The Resort at Port Ludlow
Thirty-seven rooms on Hood Canal — a quiet alternative to the National Park lodges.
The Resort at Port Ludlow sits on the Hood Canal side of the Olympic Peninsula, a thirty-seven-room independent on a wooded hillside above a working marina. It's the quiet alternative to the National Park lodges (Lake Quinault, Lake Crescent) and the Port Townsend B&Bs — closer to Seattle, on the saltwater rather than a lake or a town main street, and with a layout that splits between marina-view rooms and a small ranch-style cluster behind.
Port Ludlow itself is a small unincorporated community at the head of Ludlow Bay, with a marina, a 27-hole golf course, and not much else. The resort is the only hotel in the immediate area, which has a useful clarifying effect on the experience.
The setting
On the Hood Canal side of the Olympic Peninsula, an hour's drive from Bainbridge Island ferry terminal (and so two hours total from downtown Seattle including the ferry). The resort sits above Ludlow Bay's marina, with the Cascade range visible across the water on clear days. Olympic National Park's eastern entrances at Hurricane Ridge and the Hoh are within an hour and a half.
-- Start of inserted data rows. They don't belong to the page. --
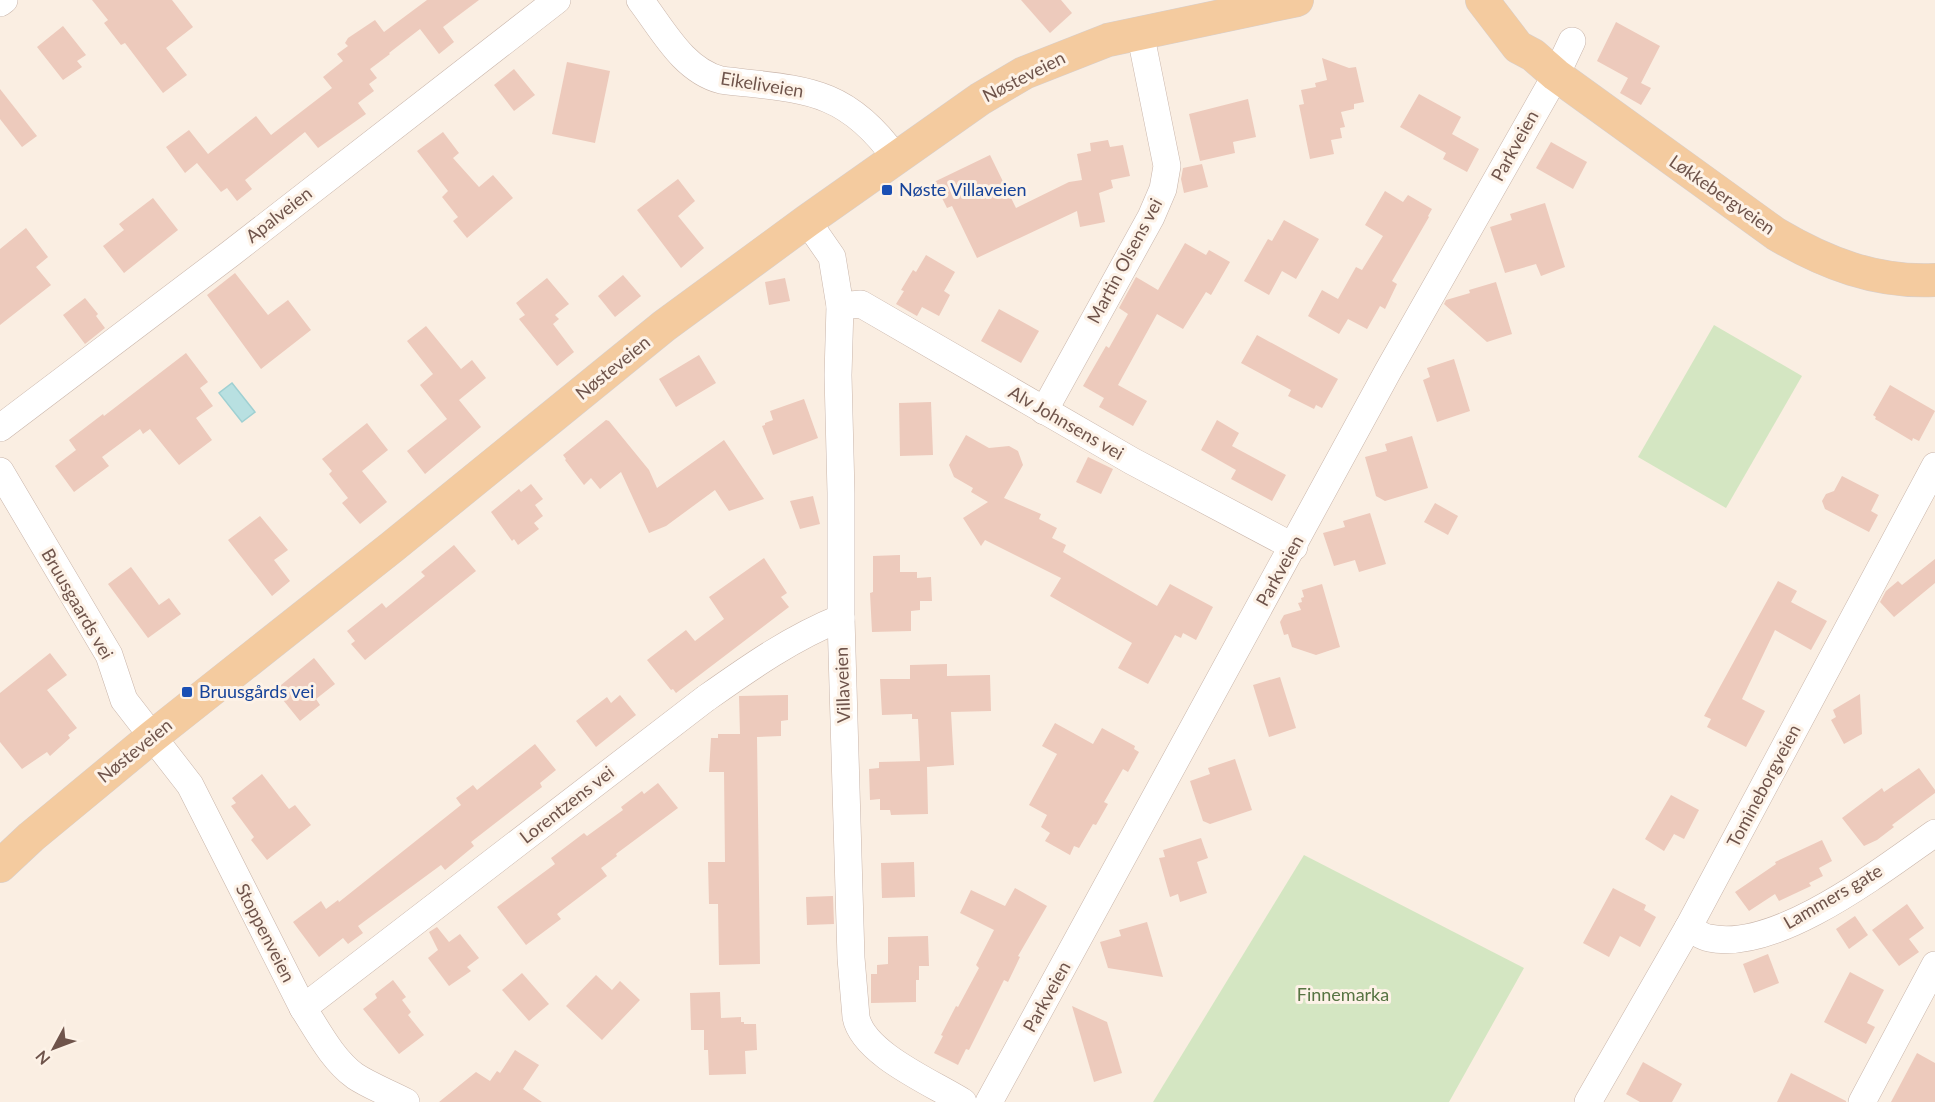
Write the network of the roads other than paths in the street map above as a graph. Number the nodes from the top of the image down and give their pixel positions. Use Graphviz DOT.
graph roads {
  1 [pos="4,0"];
  2 [pos="557,0"];
  3 [pos="640,0"];
  4 [pos="1297,0"];
  5 [pos="1482,0"];
  6 [pos="1512,0"];
  7 [pos="0,3"];
  8 [pos="1140,32"];
  9 [pos="1572,41"];
  10 [pos="1545,65"];
  11 [pos="895,157"];
  12 [pos="807,220"];
  13 [pos="1935,280"];
  14 [pos="840,306"];
  15 [pos="1044,411"];
  16 [pos="0,429"];
  17 [pos="1935,466"];
  18 [pos="0,471"];
  19 [pos="1294,547"];
  20 [pos="841,618"];
  21 [pos="152,737"];
  22 [pos="1935,833"];
  23 [pos="0,866"];
  24 [pos="1688,928"];
  25 [pos="1935,965"];
  26 [pos="303,1008"];
  27 [pos="406,1102"];
  28 [pos="963,1102"];
  29 [pos="989,1102"];
  30 [pos="1587,1102"];
  31 [pos="1862,1102"];
  1 -- 7 [label="street"];
  2 -- 16 [label="street, Apalveien"];
  3 -- 11 [label="street, Eikeliveien"];
  4 -- 8 [label="main road, Nøsteveien"];
  5 -- 10 [label="main road, Løkkebergveien"];
  6 -- 10 [label="main road"];
  8 -- 11 [label="main road, Nøsteveien"];
  8 -- 15 [label="street, Martin Olsens vei"];
  9 -- 10 [label="street, Parkveien"];
  10 -- 13 [label="main road, Løkkebergveien"];
  10 -- 19 [label="street, Parkveien"];
  11 -- 12 [label="main road, Nøsteveien"];
  12 -- 14 [label="street, Villaveien"];
  12 -- 21 [label="main road, Nøsteveien"];
  14 -- 15 [label="street, Alv Johnsens vei"];
  14 -- 20 [label="street, Villaveien"];
  15 -- 19 [label="street, Alv Johnsens vei"];
  17 -- 24 [label="street, Tomineborgveien"];
  18 -- 21 [label="street, Bruusgaards vei"];
  19 -- 29 [label="street, Parkveien"];
  20 -- 26 [label="street, Lorentzens vei"];
  20 -- 28 [label="street, Villaveien"];
  21 -- 23 [label="main road, Nøsteveien"];
  21 -- 26 [label="street, Stoppenveien"];
  22 -- 24 [label="street, Lammers gate"];
  24 -- 30 [label="street, Tomineborgveien"];
  25 -- 31 [label="street"];
  26 -- 27 [label="street, Stoppenveien"];
}
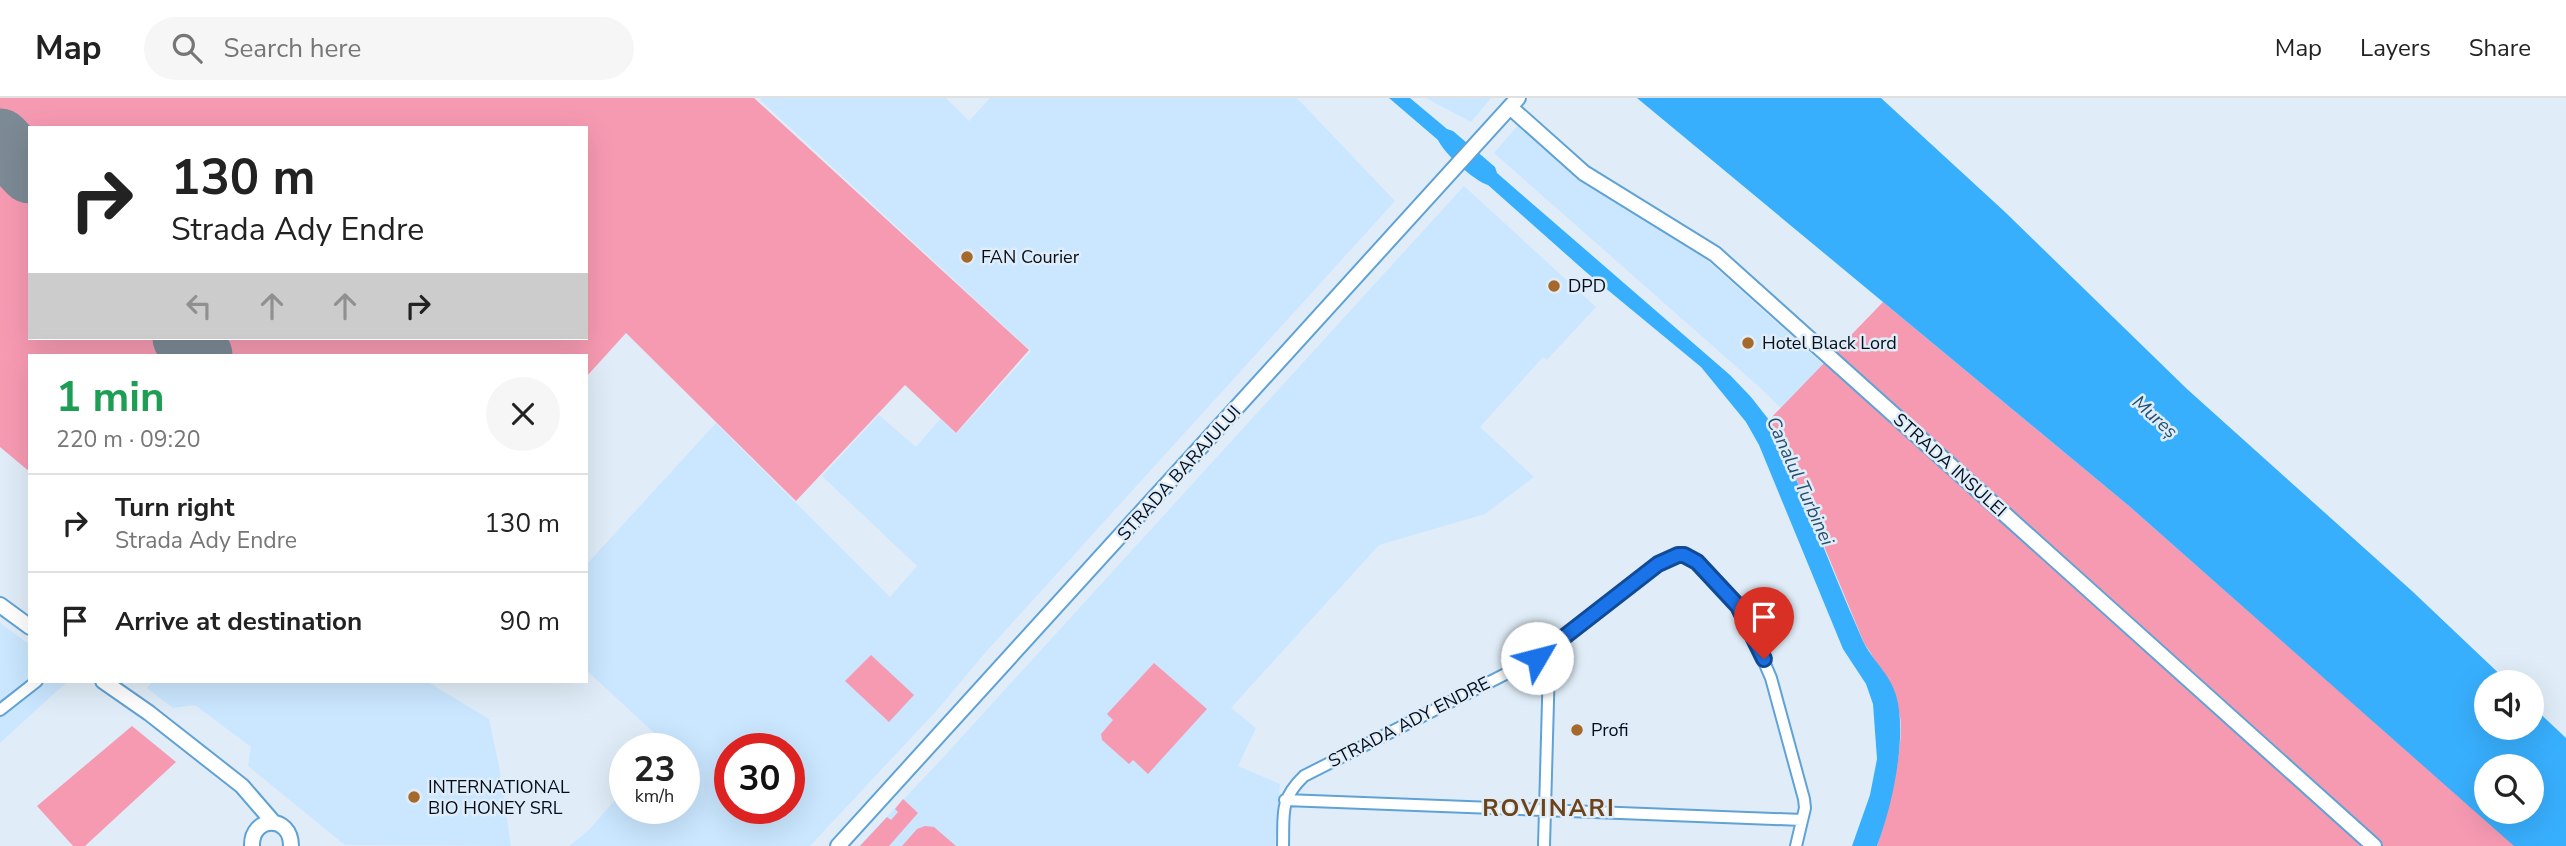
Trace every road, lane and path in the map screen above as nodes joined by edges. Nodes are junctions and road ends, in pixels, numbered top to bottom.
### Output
1 (1514, 103) edge
2 (0, 605) edge
3 (28, 626) edge
4 (1547, 650) junction
5 (34, 683) edge
6 (106, 683) edge
7 (0, 710) edge
8 (244, 789) junction
9 (1286, 800) junction
10 (1545, 811) junction
11 (1802, 820) junction
12 (274, 823) junction
13 (252, 841) edge
14 (291, 841) edge
15 (305, 846) edge
16 (838, 846) edge
17 (1283, 846) edge
18 (1544, 846) edge
19 (1796, 846) edge
20 (2374, 846) edge

1 - 16 main road, STRADA BARAJULUI
1 - 20 main road, STRADA INSULEI
2 - 3 main road
4 - 9 street, STRADA ADY ENDRE
4 - 10 street
4 - 11 street, STRADA ADY ENDRE
5 - 7 street
6 - 8 main road
8 - 12 main road
8 - 13 main road
9 - 10 street
9 - 17 street
10 - 11 street
10 - 18 street
11 - 19 street, STRADA ADY ENDRE
12 - 13 main road
12 - 14 main road
14 - 15 main road

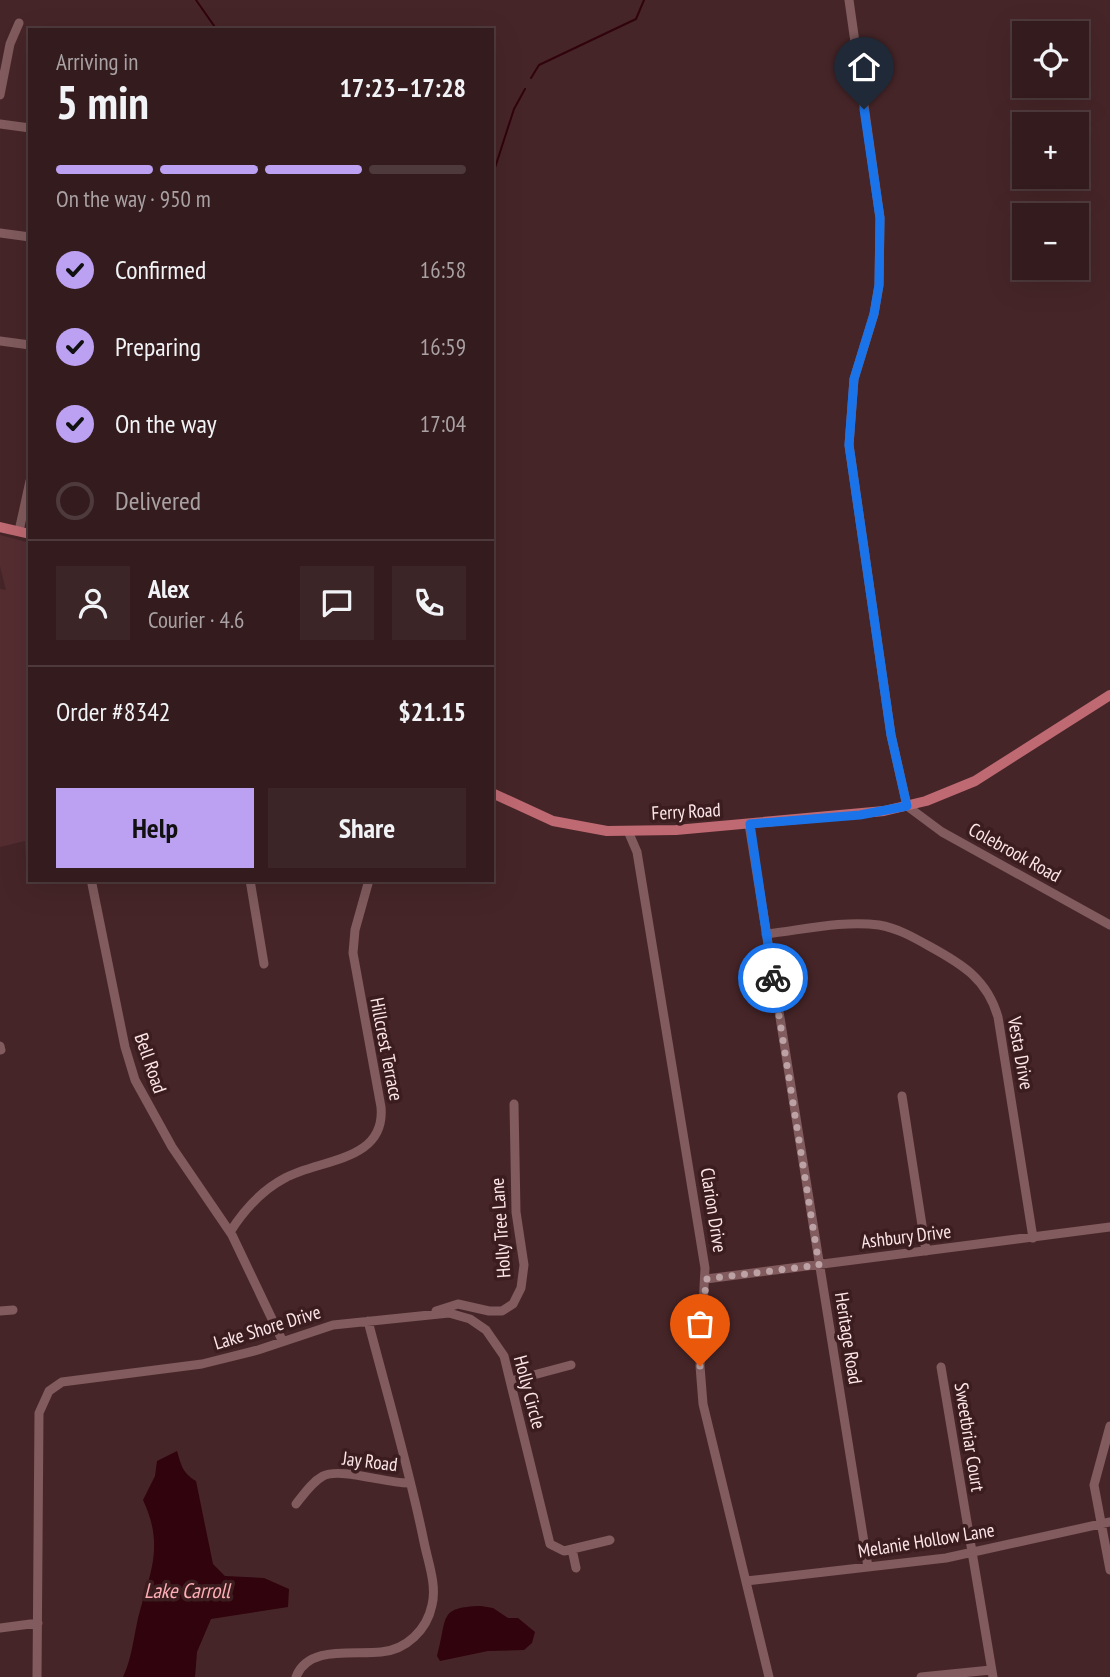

The drive in goes through Kingston or via the Hood Canal Bridge depending on ferry routing. Either way, you'll feel the mainland fall away.
The building
A campus of refined-Americana lodge-style buildings on a wooded slope above the marina, with the main lodge containing the dining room and lobby and several smaller buildings holding the room product. Clapboard and white trim, peaked roofs, decks oriented toward the water where possible. Public spaces include the dining room, a fireside lounge, and the deck overlooking the bay.
The aesthetic is restrained-coastal, deferential to the Hood Canal landscape rather than competing with it.
The rooms
Thirty-seven rooms across the lodge buildings. Categories climb from compact rooms (around $295) up through suites with marina views, fireplaces, and private balconies. Beds are queens and kings, linens are good, bathrooms are functional and updated. Marina-view rooms are the ones to ask for; rear rooms face the woods and are quieter.
Food & drink
The Fireside on-site restaurant runs a Pacific Northwest menu — regional seafood (Hood Canal oysters, salmon), regional vegetables, a wine list weighted toward Washington bottles. Open to non-guests by reservation. The bar runs through the evening.
On the property
A small resort with the right amenities for the setting.
- Heated outdoor pool (seasonal)
- Two tennis courts
- Marina with kayak and paddleboard rentals
- 27-hole golf course nearby (separate operation, open to non-guests)
- The Fireside restaurant and bar
- Open year-round
Who it's for
- Travelers using the Hood Canal as a quieter alternative to Olympic Peninsula tourist routes
- Couples doing a long weekend who want a saltwater base
- Boaters and kayakers — the marina is at the property
- Repeat Olympic visitors who've cycled through the National Park lodges
Who it's not for
- Travelers who want walking distance to a town
- Anyone seeking a large resort with multiple bars and a serious pool deck
- Travelers who'd prefer the rugged Pacific coast over the calmer Hood Canal
Nearby
Port Townsend — the Victorian seaport with the 19th-century downtown — is twenty-five minutes north. Olympic National Park's eastern entrances are within an hour: Hurricane Ridge for the views, the Dosewallips and Staircase trailheads for hiking. The Hama Hama oyster farm and saloon down the canal is a thirty-minute drive south for a long lunch. Hood Canal's tides — among the most extreme on the Pacific coast — make for serious tide-pooling at low water. Drive longer for the Hoh Rainforest, Lake Crescent, and Olympic's western entrances.